Logique de marché, mentalités différentes, les ibériques n'ont pas suivi ce filon de l'édition associative. La fuite des talents l'a même affaibli. « L'Espagne est un pays de contraste et d'exception. La plupart sont abrutis par les taureaux et le football. Mais sans savoir trop pourquoi, il y a toujours une élite talentueuse qui émerge » explique ce jeune Sévillan qui, planche à dessin sous le bras, s'est rendu à Angoulême pour faire connaître son travail. Car entre les rangées de livres, à défaut d'éditions ibériques quasi absentes, les catalans, les basques et les espagnols sont présents en tant qu'auteurs et arpentent les rayons dans le but de publier hors de la péninsule. C'est le cas de Mikel Begona et Iñaket, deux auteurs Biscayens: Mikel a auto-édité l'année passée sa première bande dessinée « Berunezko itsasoa: Matxitxakoko Guda ». Sans véritable soutien en pays basque, il avait reçu un bon retour ici à Angoulème alors que son récit n'était pas dans la langue de Voltaire. Aujourd'hui, il publie avec Iñaket une BD qui revient sur le parcours du photographe Robert Capa à Bilbao.

 

making_of_2« Je voulais publier en basque, je n'ai hélas pas trouver d'éditeur chez moi. Cambourakis nous édite en français, et en espagnol ce sont les barcelonais de Norma regrette-t-il. Aujourd'hui il est plus facile de vendre son travail en basque à Angoulême, qu'à la foire du livre de Durango » ironise l'auteur. Les deux auteurs attendent impatiemment qu'une vraie culture de la BD se développe en Euskal Herri : le petit festival de Getxo croît d'une année sur l'autre, des librairies spécialisées dans la BD naissent et les éditions Astiberri sont devenues la porte d'entrée de la BD indépendante européenne dans la péninsule. « Il y a un très bon public, mais il est restreint, regrette Iñaket, les éditions comme Astiberri préfèrent traduire des valeurs sûres étrangères que de donner une chance à un auteur localement ».

 

Mais c'est également la place qui est donnée à la culture dans la société basque (ou de manière générale en Espagne) qui les amène à réfléchir.

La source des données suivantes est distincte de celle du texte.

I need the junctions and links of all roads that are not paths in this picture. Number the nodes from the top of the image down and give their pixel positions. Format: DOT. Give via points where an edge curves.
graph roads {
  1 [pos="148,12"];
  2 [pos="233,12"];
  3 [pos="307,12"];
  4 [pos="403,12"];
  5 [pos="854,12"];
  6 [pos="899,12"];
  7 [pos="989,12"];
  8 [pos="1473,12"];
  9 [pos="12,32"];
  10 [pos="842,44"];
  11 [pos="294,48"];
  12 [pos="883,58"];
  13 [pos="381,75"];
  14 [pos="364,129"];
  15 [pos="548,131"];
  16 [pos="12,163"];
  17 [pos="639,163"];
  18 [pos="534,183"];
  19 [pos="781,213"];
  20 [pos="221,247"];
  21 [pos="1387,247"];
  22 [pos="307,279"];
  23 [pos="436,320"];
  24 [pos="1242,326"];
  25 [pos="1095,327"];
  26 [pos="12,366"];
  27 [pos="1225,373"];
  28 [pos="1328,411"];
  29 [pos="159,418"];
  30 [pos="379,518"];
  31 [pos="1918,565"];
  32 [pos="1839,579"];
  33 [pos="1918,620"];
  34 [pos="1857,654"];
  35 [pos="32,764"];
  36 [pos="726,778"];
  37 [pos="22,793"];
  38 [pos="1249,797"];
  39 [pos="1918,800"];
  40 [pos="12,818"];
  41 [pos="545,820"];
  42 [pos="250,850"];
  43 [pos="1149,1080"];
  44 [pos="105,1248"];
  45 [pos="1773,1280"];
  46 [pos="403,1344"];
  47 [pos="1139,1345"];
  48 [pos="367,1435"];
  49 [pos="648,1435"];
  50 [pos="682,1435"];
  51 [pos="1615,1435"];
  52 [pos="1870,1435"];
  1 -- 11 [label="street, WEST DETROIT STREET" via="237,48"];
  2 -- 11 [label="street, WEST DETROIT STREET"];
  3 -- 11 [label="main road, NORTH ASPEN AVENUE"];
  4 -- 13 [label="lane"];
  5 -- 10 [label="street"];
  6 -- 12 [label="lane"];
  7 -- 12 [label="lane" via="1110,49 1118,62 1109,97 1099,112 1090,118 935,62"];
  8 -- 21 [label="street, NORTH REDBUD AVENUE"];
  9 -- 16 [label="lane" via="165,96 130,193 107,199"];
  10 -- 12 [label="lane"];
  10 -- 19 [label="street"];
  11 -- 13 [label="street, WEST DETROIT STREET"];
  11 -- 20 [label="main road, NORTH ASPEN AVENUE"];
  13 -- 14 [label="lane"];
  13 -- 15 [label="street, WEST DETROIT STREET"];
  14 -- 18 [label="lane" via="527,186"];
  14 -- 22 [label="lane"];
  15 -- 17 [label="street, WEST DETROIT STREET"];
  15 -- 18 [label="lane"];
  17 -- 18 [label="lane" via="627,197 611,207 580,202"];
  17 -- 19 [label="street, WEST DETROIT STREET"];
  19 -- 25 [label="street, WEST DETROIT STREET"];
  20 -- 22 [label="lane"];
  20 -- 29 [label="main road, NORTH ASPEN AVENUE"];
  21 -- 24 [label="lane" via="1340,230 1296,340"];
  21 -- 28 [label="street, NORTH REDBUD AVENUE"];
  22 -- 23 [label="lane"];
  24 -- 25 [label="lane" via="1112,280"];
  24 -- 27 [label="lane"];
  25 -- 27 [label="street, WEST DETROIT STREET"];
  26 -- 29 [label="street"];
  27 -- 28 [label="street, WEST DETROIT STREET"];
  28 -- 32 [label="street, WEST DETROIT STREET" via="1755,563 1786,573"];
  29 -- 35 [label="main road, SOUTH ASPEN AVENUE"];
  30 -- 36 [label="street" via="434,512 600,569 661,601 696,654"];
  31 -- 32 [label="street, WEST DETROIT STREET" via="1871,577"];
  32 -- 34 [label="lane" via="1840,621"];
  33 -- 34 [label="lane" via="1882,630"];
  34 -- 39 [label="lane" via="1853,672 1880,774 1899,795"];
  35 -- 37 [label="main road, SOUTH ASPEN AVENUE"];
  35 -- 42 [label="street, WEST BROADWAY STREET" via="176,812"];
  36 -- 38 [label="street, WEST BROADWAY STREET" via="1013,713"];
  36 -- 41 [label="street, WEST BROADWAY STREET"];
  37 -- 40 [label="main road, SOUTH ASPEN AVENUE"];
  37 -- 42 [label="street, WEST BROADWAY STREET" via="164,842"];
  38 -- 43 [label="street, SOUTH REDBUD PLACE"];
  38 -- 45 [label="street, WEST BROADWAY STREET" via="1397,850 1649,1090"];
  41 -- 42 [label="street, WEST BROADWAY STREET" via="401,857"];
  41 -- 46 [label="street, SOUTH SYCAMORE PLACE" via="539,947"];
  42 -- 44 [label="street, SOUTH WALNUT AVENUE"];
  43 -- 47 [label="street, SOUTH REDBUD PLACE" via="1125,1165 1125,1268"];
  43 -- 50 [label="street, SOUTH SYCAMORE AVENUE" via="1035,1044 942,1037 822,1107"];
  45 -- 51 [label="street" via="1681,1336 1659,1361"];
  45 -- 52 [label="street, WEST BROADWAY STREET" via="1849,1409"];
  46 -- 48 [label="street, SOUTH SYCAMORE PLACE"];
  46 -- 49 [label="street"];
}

Là bas la culture est soit très conventionnelle, ultra financée par la collectivité et réapproprié par les politiques en place (Guggeheim). Soit hyper marginale et subversive à l'image des Gaztetxe. La BD peine à trouver un espace entre ces deux courants. La revue Replika était le seul fanzine de BD basque a bénéficier d'un stand ce week-end. Financé par la communauté autonome, sans contenu original ou talentueux, elle était certainement un des seuls projets « artistiques » de l'espace indépendant à contenir aussi de la pub. (El correo et Eroski.) Un choix qui en dit long sur l'état de la culture et de sa promotion en Pays Basque Sud.


Images du projet de bande dessinée de Mikel Begoña et Iñaket consacré à Robert Capa, à paraitre en français aux éditions Cambourakis.